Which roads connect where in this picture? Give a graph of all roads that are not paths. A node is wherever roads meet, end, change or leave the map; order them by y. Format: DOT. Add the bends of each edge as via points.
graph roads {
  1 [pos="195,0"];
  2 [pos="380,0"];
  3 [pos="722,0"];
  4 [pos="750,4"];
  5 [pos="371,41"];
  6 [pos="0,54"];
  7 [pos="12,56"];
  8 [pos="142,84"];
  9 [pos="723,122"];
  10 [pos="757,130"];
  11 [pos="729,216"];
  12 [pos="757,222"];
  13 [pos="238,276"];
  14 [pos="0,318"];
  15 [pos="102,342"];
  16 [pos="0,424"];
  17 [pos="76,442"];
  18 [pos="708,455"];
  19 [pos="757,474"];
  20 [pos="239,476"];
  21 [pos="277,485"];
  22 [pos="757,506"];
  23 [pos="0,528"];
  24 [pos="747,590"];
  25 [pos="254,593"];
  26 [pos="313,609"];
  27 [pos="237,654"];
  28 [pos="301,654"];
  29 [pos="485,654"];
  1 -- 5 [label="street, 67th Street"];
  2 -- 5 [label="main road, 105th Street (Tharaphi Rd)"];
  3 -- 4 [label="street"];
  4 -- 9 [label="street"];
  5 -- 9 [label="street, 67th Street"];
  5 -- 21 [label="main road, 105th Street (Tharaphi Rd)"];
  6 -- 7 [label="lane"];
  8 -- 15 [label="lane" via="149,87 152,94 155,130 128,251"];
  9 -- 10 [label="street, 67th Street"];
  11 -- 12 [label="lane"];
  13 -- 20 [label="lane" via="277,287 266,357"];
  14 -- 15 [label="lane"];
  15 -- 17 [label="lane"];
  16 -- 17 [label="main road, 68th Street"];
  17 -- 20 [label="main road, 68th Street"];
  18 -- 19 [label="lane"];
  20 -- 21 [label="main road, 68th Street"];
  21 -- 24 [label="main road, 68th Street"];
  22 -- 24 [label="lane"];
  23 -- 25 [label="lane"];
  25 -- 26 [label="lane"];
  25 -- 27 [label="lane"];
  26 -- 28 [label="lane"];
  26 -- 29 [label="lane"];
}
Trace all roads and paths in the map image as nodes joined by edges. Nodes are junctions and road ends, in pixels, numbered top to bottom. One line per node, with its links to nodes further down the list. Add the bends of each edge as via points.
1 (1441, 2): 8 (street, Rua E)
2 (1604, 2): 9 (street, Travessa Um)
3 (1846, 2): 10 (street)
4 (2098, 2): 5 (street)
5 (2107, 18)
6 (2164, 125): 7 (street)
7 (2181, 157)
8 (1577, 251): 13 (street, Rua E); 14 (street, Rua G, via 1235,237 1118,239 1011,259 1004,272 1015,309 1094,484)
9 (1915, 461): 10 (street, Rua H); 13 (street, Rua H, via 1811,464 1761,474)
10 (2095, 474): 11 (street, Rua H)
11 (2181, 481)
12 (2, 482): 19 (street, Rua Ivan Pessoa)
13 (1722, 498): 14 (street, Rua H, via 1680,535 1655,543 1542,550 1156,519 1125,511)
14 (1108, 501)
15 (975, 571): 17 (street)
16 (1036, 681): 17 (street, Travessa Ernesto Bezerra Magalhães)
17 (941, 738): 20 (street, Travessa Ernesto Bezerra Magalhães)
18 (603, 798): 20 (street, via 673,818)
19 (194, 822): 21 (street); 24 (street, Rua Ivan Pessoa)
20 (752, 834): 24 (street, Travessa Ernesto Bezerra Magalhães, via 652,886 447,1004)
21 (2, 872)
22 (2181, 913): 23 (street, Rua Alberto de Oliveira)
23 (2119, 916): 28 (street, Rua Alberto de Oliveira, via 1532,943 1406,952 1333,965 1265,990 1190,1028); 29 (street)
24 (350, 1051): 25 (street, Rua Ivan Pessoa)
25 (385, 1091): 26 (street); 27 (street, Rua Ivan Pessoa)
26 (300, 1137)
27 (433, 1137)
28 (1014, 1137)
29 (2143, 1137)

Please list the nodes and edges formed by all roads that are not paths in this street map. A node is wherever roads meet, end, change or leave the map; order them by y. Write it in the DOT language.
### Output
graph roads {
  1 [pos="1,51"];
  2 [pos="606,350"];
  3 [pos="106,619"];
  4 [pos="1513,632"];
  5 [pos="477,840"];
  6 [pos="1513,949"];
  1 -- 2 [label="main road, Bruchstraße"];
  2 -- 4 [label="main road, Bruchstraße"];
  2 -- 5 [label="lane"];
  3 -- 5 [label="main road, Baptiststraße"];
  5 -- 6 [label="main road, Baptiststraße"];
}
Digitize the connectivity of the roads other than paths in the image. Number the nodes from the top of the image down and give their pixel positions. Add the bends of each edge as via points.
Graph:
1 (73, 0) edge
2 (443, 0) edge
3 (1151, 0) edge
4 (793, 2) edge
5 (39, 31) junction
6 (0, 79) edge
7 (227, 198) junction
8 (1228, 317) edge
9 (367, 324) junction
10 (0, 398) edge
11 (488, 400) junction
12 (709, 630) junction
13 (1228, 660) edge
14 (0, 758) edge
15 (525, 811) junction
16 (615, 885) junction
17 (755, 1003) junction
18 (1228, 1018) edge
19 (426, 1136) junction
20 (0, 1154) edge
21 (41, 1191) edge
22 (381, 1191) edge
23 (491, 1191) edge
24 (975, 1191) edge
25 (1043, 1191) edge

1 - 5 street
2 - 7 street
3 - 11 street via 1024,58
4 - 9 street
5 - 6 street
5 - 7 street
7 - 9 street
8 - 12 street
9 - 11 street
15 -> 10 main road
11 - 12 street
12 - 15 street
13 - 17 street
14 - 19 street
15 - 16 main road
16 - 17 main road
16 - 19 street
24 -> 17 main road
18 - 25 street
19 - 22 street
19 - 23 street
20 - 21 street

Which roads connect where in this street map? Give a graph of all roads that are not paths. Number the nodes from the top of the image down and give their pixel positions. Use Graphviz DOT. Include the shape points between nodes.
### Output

◆ ◆ ◆

Exercise requirements:
The lines wanted are those from the one holding "Digitize the connectivity" through the final line of the listing; print them exactly.

Expected answer:
Digitize the connectivity of the roads other than paths in the image. Number the nodes from the top of the image down and give their pixel positions. Add the bends of each edge as via points.
Graph:
1 (73, 0) edge
2 (443, 0) edge
3 (1151, 0) edge
4 (793, 2) edge
5 (39, 31) junction
6 (0, 79) edge
7 (227, 198) junction
8 (1228, 317) edge
9 (367, 324) junction
10 (0, 398) edge
11 (488, 400) junction
12 (709, 630) junction
13 (1228, 660) edge
14 (0, 758) edge
15 (525, 811) junction
16 (615, 885) junction
17 (755, 1003) junction
18 (1228, 1018) edge
19 (426, 1136) junction
20 (0, 1154) edge
21 (41, 1191) edge
22 (381, 1191) edge
23 (491, 1191) edge
24 (975, 1191) edge
25 (1043, 1191) edge

1 - 5 street
2 - 7 street
3 - 11 street via 1024,58
4 - 9 street
5 - 6 street
5 - 7 street
7 - 9 street
8 - 12 street
9 - 11 street
15 -> 10 main road
11 - 12 street
12 - 15 street
13 - 17 street
14 - 19 street
15 - 16 main road
16 - 17 main road
16 - 19 street
24 -> 17 main road
18 - 25 street
19 - 22 street
19 - 23 street
20 - 21 street

Which roads connect where in this street map? Give a graph of all roads that are not paths. Number the nodes from the top of the image down and give their pixel positions. Use Graphviz DOT. Include the shape points between nodes.
### Output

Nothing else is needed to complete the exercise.